_Source data:_
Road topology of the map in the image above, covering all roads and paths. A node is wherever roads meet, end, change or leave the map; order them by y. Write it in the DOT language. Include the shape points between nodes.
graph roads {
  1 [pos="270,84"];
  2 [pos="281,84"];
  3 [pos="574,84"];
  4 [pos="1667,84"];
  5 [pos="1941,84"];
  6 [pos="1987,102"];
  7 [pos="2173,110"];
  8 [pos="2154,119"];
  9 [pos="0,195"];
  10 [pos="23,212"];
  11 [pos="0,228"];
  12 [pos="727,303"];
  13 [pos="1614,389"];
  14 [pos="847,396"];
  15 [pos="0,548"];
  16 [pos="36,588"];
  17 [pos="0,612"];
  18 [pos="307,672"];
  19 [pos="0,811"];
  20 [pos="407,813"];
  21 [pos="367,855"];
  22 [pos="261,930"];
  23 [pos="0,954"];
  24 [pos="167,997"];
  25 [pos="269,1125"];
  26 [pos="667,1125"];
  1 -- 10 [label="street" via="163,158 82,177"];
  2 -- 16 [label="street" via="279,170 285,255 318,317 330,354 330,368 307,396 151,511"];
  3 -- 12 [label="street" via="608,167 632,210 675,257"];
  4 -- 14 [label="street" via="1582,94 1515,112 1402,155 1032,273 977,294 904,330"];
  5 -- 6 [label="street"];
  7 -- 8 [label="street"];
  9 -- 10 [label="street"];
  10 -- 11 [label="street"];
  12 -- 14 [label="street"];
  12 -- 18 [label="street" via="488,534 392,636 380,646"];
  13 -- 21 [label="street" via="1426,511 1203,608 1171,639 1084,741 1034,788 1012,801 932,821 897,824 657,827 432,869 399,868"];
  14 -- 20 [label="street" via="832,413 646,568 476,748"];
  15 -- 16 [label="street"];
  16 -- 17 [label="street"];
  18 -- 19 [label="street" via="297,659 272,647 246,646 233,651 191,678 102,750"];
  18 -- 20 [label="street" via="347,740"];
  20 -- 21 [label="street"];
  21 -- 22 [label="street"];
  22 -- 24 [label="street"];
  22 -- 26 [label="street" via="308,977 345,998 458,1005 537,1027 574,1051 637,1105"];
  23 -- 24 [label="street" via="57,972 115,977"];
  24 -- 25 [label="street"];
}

_Your instructions:_
Print all of the material above exactly as given.

_Finished exercise:_
Road topology of the map in the image above, covering all roads and paths. A node is wherever roads meet, end, change or leave the map; order them by y. Write it in the DOT language. Include the shape points between nodes.
graph roads {
  1 [pos="270,84"];
  2 [pos="281,84"];
  3 [pos="574,84"];
  4 [pos="1667,84"];
  5 [pos="1941,84"];
  6 [pos="1987,102"];
  7 [pos="2173,110"];
  8 [pos="2154,119"];
  9 [pos="0,195"];
  10 [pos="23,212"];
  11 [pos="0,228"];
  12 [pos="727,303"];
  13 [pos="1614,389"];
  14 [pos="847,396"];
  15 [pos="0,548"];
  16 [pos="36,588"];
  17 [pos="0,612"];
  18 [pos="307,672"];
  19 [pos="0,811"];
  20 [pos="407,813"];
  21 [pos="367,855"];
  22 [pos="261,930"];
  23 [pos="0,954"];
  24 [pos="167,997"];
  25 [pos="269,1125"];
  26 [pos="667,1125"];
  1 -- 10 [label="street" via="163,158 82,177"];
  2 -- 16 [label="street" via="279,170 285,255 318,317 330,354 330,368 307,396 151,511"];
  3 -- 12 [label="street" via="608,167 632,210 675,257"];
  4 -- 14 [label="street" via="1582,94 1515,112 1402,155 1032,273 977,294 904,330"];
  5 -- 6 [label="street"];
  7 -- 8 [label="street"];
  9 -- 10 [label="street"];
  10 -- 11 [label="street"];
  12 -- 14 [label="street"];
  12 -- 18 [label="street" via="488,534 392,636 380,646"];
  13 -- 21 [label="street" via="1426,511 1203,608 1171,639 1084,741 1034,788 1012,801 932,821 897,824 657,827 432,869 399,868"];
  14 -- 20 [label="street" via="832,413 646,568 476,748"];
  15 -- 16 [label="street"];
  16 -- 17 [label="street"];
  18 -- 19 [label="street" via="297,659 272,647 246,646 233,651 191,678 102,750"];
  18 -- 20 [label="street" via="347,740"];
  20 -- 21 [label="street"];
  21 -- 22 [label="street"];
  22 -- 24 [label="street"];
  22 -- 26 [label="street" via="308,977 345,998 458,1005 537,1027 574,1051 637,1105"];
  23 -- 24 [label="street" via="57,972 115,977"];
  24 -- 25 [label="street"];
}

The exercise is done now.